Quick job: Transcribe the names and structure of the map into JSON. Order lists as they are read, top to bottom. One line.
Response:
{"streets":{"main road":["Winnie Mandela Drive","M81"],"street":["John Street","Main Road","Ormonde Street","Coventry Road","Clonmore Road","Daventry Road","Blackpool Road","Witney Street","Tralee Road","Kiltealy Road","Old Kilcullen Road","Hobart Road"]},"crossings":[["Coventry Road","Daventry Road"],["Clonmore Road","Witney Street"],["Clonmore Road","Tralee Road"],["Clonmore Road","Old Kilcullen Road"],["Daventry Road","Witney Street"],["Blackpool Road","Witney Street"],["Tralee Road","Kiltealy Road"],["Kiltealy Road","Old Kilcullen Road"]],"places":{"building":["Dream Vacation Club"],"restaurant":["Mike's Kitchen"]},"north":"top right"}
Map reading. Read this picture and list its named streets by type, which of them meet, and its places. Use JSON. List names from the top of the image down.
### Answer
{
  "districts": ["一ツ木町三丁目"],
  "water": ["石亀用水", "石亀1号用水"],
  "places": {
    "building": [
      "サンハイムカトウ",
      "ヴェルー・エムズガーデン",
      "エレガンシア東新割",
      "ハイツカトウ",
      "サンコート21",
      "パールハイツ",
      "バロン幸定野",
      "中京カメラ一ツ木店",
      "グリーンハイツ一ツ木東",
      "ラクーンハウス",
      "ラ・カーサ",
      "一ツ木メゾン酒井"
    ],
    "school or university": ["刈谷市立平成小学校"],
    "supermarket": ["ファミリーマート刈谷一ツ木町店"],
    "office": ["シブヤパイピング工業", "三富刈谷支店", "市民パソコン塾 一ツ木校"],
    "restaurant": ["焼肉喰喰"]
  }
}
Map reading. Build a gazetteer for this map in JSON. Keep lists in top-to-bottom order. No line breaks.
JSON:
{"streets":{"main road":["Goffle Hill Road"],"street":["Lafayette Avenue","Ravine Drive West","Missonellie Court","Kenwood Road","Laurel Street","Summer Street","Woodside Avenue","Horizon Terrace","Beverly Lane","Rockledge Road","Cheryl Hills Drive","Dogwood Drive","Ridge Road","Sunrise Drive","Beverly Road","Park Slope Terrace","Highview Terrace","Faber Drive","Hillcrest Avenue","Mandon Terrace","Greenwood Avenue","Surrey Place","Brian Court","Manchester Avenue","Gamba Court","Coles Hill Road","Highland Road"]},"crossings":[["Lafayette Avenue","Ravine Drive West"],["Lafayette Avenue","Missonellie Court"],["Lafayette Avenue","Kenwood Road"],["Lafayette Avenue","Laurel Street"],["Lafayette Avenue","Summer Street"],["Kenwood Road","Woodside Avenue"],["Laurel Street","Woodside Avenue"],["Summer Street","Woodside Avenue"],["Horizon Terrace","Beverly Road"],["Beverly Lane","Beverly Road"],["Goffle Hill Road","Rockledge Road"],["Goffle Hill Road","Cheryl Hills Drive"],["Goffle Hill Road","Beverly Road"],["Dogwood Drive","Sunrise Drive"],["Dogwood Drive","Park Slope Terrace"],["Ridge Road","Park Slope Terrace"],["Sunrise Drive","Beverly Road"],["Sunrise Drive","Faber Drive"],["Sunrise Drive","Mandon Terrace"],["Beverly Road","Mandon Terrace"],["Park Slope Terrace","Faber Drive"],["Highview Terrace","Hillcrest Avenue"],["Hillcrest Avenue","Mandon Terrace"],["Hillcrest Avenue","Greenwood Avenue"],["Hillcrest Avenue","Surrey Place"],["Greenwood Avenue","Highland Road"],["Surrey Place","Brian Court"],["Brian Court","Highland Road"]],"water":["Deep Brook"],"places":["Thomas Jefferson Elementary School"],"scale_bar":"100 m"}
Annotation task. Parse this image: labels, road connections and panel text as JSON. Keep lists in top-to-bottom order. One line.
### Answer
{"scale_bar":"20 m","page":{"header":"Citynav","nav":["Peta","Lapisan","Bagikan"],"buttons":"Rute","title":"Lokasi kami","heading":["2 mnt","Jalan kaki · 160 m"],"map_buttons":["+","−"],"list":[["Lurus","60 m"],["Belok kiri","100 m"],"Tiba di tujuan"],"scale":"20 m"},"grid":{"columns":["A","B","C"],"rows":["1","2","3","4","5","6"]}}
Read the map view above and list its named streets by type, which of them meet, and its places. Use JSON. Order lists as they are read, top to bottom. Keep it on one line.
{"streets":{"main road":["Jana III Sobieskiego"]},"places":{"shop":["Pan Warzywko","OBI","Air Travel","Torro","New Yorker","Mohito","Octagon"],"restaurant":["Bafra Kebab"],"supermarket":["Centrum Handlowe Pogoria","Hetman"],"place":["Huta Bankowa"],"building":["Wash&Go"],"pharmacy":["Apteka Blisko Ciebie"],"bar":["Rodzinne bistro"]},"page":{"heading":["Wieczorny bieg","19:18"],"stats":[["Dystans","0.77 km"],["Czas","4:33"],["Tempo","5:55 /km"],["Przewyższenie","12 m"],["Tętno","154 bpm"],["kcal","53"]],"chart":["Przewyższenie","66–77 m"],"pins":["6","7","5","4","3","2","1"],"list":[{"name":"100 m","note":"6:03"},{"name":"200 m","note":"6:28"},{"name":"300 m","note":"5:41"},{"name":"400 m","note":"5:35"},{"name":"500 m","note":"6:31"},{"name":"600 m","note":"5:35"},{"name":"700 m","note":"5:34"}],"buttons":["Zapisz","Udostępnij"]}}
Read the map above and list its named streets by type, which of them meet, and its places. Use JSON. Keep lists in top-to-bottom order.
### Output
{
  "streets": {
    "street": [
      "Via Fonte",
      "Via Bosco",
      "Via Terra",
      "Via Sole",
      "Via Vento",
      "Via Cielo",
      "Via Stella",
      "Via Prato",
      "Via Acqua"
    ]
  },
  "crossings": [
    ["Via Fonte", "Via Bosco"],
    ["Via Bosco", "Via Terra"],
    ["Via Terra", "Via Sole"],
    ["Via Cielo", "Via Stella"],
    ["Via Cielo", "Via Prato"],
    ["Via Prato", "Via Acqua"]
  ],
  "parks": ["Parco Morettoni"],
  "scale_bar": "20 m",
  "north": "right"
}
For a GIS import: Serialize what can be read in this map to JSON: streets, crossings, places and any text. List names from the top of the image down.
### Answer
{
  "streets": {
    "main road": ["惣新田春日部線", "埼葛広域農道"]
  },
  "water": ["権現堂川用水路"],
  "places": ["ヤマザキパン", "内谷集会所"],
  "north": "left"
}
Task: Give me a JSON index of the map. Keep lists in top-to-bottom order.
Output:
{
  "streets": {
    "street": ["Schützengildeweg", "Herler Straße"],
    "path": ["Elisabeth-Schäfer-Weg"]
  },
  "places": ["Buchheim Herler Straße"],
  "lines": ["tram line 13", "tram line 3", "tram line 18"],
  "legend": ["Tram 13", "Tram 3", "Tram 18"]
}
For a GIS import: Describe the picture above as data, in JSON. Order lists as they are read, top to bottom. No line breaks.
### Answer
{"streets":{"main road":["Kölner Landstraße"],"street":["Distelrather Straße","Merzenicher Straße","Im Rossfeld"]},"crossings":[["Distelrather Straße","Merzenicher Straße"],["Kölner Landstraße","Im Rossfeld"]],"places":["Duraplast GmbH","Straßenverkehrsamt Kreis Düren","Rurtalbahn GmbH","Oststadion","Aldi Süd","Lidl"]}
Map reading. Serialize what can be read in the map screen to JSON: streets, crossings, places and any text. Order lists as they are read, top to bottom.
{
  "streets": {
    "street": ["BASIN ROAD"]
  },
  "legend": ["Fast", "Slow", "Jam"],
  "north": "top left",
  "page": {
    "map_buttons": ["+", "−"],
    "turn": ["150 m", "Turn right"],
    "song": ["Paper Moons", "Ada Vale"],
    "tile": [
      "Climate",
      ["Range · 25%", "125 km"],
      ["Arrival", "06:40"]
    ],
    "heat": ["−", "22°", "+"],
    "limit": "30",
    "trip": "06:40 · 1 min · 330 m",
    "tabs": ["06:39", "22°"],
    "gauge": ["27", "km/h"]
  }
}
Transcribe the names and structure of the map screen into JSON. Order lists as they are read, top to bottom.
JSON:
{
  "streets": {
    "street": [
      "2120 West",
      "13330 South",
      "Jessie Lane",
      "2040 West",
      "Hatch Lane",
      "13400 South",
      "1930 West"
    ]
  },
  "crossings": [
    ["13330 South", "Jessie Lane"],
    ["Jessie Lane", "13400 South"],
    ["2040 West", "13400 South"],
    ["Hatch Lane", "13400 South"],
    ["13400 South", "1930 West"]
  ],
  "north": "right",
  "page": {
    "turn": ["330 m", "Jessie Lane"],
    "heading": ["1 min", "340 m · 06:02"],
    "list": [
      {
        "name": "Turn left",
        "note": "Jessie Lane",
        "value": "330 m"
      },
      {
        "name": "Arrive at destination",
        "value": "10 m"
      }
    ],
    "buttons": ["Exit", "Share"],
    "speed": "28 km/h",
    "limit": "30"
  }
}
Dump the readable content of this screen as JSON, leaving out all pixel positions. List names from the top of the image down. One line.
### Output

* **EXERCISE AIM**:
Your answer consists solely of the lines from the top of the records above through the line that contains "Map reading. Build", each echoed exactly.

* **WRITTEN SOLUTION**:
Quick job: Transcribe the names and structure of the map into JSON. Order lists as they are read, top to bottom. One line.
Response:
{"streets":{"main road":["Winnie Mandela Drive","M81"],"street":["John Street","Main Road","Ormonde Street","Coventry Road","Clonmore Road","Daventry Road","Blackpool Road","Witney Street","Tralee Road","Kiltealy Road","Old Kilcullen Road","Hobart Road"]},"crossings":[["Coventry Road","Daventry Road"],["Clonmore Road","Witney Street"],["Clonmore Road","Tralee Road"],["Clonmore Road","Old Kilcullen Road"],["Daventry Road","Witney Street"],["Blackpool Road","Witney Street"],["Tralee Road","Kiltealy Road"],["Kiltealy Road","Old Kilcullen Road"]],"places":{"building":["Dream Vacation Club"],"restaurant":["Mike's Kitchen"]},"north":"top right"}
Map reading. Read this picture and list its named streets by type, which of them meet, and its places. Use JSON. List names from the top of the image down.
### Answer
{
  "districts": ["一ツ木町三丁目"],
  "water": ["石亀用水", "石亀1号用水"],
  "places": {
    "building": [
      "サンハイムカトウ",
      "ヴェルー・エムズガーデン",
      "エレガンシア東新割",
      "ハイツカトウ",
      "サンコート21",
      "パールハイツ",
      "バロン幸定野",
      "中京カメラ一ツ木店",
      "グリーンハイツ一ツ木東",
      "ラクーンハウス",
      "ラ・カーサ",
      "一ツ木メゾン酒井"
    ],
    "school or university": ["刈谷市立平成小学校"],
    "supermarket": ["ファミリーマート刈谷一ツ木町店"],
    "office": ["シブヤパイピング工業", "三富刈谷支店", "市民パソコン塾 一ツ木校"],
    "restaurant": ["焼肉喰喰"]
  }
}
Map reading. Build a gazetteer for this map in JSON. Keep lists in top-to-bottom order. No line breaks.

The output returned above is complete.